Key Takeaways
- Nearly 47,000 Samsung Electronics employees launched an 18-day work stoppage on May 21 following the breakdown of wage and bonus negotiations
- Shares of Samsung dropped approximately 3% on the Korea Exchange in response to the failed labor discussions
- Employees are seeking bonuses equivalent to 15% of yearly operating profit and the elimination of a 50% cap on salary bonuses
- The tech giant declined a government-brokered mediation offer, describing union requests as unreasonable
- Rival chipmakers Micron and SanDisk saw premarket gains as markets anticipated possible production interruptions
Samsung Electronics finds itself confronting an unprecedented labor crisis. On Thursday, May 21, more than 47,000 employees initiated an 18-day work stoppage following the breakdown of compensation discussions with management.
The walkout comes after the failure of a proposal mediated by government officials. Samsung’s labor union had accepted the arrangement put forward by South Korea’s National Labor Relations Commission. However, Samsung requested additional time for consideration before ultimately rejecting the terms.
Union representative Choi Seung-ho expressed dissatisfaction with the outcome. “We express deep regret that the post-mediation process was terminated due to the delay in management’s decision-making,” Choi stated.
In its response, Samsung maintained that the union’s proposals “could undermine the fundamental principles of company management.” The electronics giant emphasized its willingness to continue negotiations.
Employee Compensation Demands
At the heart of the labor dispute lies Samsung’s incentive compensation structure. Employees are advocating for bonus payments calculated at 15% of the corporation’s yearly operating profit. This exceeds the 10% threshold that workers at competing chipmaker SK Hynix accepted.
Additionally, workers seek to eliminate the existing restriction that caps bonus distributions at 50% of individual annual salaries. Their proposals include establishing a standardized bonus framework and securing guaranteed compensation for staff in divisions experiencing financial losses.
Analyst Kamil Dimmich from North of South Capital noted that permanently eliminating the bonus ceiling would negatively impact Samsung’s profit margins.
Samsung’s stock price declined roughly 3% on the Korea Exchange following initial reports of the strike.
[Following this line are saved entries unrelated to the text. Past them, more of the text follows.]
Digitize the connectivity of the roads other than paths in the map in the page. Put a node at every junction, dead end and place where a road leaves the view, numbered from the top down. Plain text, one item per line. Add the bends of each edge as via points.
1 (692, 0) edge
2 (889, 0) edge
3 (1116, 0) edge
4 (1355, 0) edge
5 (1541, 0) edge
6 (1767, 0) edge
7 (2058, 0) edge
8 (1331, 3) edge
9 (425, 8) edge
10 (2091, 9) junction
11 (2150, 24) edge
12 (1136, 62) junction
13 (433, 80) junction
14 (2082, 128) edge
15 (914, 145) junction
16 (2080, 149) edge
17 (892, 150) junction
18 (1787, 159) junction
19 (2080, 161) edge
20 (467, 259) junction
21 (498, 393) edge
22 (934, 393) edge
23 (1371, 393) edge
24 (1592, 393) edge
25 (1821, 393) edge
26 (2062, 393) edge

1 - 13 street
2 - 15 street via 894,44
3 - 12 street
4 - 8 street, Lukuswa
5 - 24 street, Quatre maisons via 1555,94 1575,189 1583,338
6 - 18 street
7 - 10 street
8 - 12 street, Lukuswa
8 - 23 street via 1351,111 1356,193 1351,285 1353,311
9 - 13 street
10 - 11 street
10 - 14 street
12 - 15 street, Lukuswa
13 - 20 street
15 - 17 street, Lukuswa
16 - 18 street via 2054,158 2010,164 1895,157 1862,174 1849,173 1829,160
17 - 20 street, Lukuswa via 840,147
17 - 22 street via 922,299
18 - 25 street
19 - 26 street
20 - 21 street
However, by Thursday’s market close, shares had rebounded significantly to finish down just 0.2%, despite trading as low as 4% down during intraday activity.
Official Government Stance and Competitive Implications
South Korean President Lee Jae Myung and Prime Minister Kim Min-seok both appealed to management and labor to find common ground before the strike deadline. The Prime Minister indicated that emergency governmental intervention remained a possibility if the work stoppage posed risks to the broader economy.
South Korean labor legislation grants the labor minister authority to implement an emergency adjustment order that can halt strikes for up to 30 days.
A court in South Korea also determined that strike participants must not disrupt safety protocols or cause harm to semiconductor production machinery.
Samsung represents approximately 25% of South Korea’s overall export volume and holds the position as the globe’s leading memory chip manufacturer.
Competition Gains From Market Volatility
Micron’s stock climbed 3.9% during Thursday’s premarket session. SanDisk posted a 2.2% increase. Market participants are evaluating whether an extended work stoppage might compromise Samsung’s chip manufacturing capacity and create opportunities for rivals.
Mizuho analyst Jordan Klein projected that supply will “remain well below DRAM and NAND demand all 2026 and probably all 2027.” He suggested that pricing levels should remain elevated.
SK Hynix shares concluded the trading session unchanged.
Wall Street analysts currently maintain a Moderate Buy rating consensus on Samsung’s American-listed shares, establishing an average target price of $149.40, suggesting potential upside of approximately 6.71%. The stock has appreciated roughly 115% on a year-to-date basis.